Гончаров, с самого начала, приёмами менее других покорялся влиянию Гоголя; самый юмор его был гораздо самобытнее и естественнее тургеневского; юмор его часто напоминал небрежный сибаритизм Пушкина, чем гениальную грубоватость Гоголя. Зато содержание и выбор сюжетов у Тургенева были гораздо положительнее, поэтичнее. Гончаров в «Обломове» изобразил хотя и тёплое и симпатичное, но всё-таки комическое лицо. «Иван Савич Поджабрин» – совершенно комическая повесть. В «Обыкновенной Истории» он положительно отнёсся к скептику и узкому практику, а идеалиста осыпал насмешками (Александр не «закричал», а непременно «заорал»; не «испугался», а непременно «струсил» и т. п.)
Писемский, в очень художественной форме, долго изображал самый жалкий быт, и трагическое было в нём оттого, что слишком жалко людей, которых невольно презираешь; только в позднейших произведениях своих он стал смелее выбирать сюжеты: «Питерщик», «Плотничья артель» – вовсе не отрицательны, потому что в лицах есть огонь, сила и достоинство… В романе «Тысяча душ» почти все довольно порочные люди, но относительная ширина поприща, злобная энергия и административная честность героя заставляют дышать свободнее… Чуется уж не то зло, которое так убийственно действовало на читателя в «Тюфяке» и «Ипохондрике», а другое зло, просторное и рослое…

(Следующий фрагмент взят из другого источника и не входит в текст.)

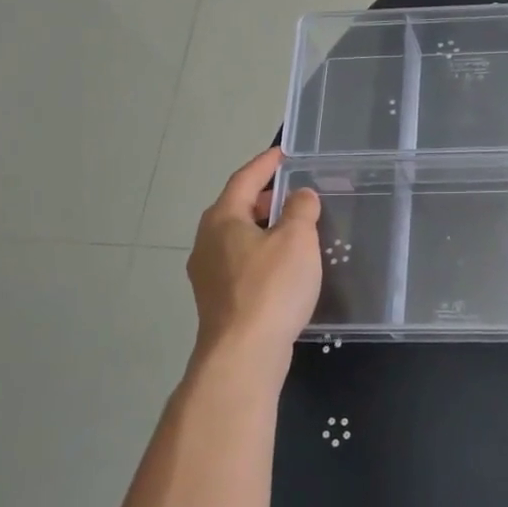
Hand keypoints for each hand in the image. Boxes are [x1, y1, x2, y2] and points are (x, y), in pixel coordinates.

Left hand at [188, 147, 322, 359]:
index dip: (265, 164)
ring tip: (292, 229)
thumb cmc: (271, 288)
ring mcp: (207, 274)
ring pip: (237, 238)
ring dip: (262, 228)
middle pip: (236, 208)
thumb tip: (300, 195)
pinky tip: (282, 267)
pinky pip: (240, 263)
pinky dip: (260, 253)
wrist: (243, 353)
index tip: (284, 153)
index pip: (244, 179)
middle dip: (264, 198)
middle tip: (293, 193)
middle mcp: (207, 242)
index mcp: (222, 219)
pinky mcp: (217, 300)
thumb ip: (300, 210)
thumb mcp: (296, 240)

Г. Григорович, склонный к кротко-положительному содержанию, склонный к нему до идеализации (по крайней мере, где дело касалось одних крестьян), постоянно портил свою форму всей нравственностью, всеми не оставляющими ничего между строчками подробностями, всеми натяжками неестественного юмора, которыми старалась щеголять натуральная школа. О позднейших писателях, и особенно о гг. Успенском и Помяловском уже сказано выше: они всех, кроме двух женщин – М. Вовчка и Кохановской, или в выборе сюжета, или в приёмах, платят дань гоголевскому влиянию (через пятые руки, может быть), ещё больше платят, чем Тургенев, Гончаров и другие старшие авторы.
Влияние политических тенденций. – Это влияние тесно связано, с одной стороны, с рутиной комизма, с другой стороны, с цензурными препятствиями, с третьей стороны, с вопросом о специфических признаках, о которых я поговорю ниже. Всякого рода ясные тенденции, гражданские, национальные, религиозные, могут влиять и хорошо, и дурно, и на содержание, и на форму: на содержание – относительно выбора сюжетов и характеров; на форму – особенно тем, что действие прерывается беспрестанно умственными рассуждениями и личным увлечением писателя, развитием его личных, более или менее отвлечённых, взглядов; но как бы ни прерывало содержание свою живую[2]2
Оговорюсь: живо, жизнь… Одни разумеют под этими словами движение; другие – полноту, связную сложность элементов. От этого часто недоразумения. – Вернее понимать и то, и другое вместе, когда дело идёт о человеке, его жизни и произведениях. – Критика Добролюбова живее критики г. А. Григорьева, потому что в ней больше одностороннего движения; но критика г. А. Григорьева живее своей полнотой и глубиной. (прим. автора)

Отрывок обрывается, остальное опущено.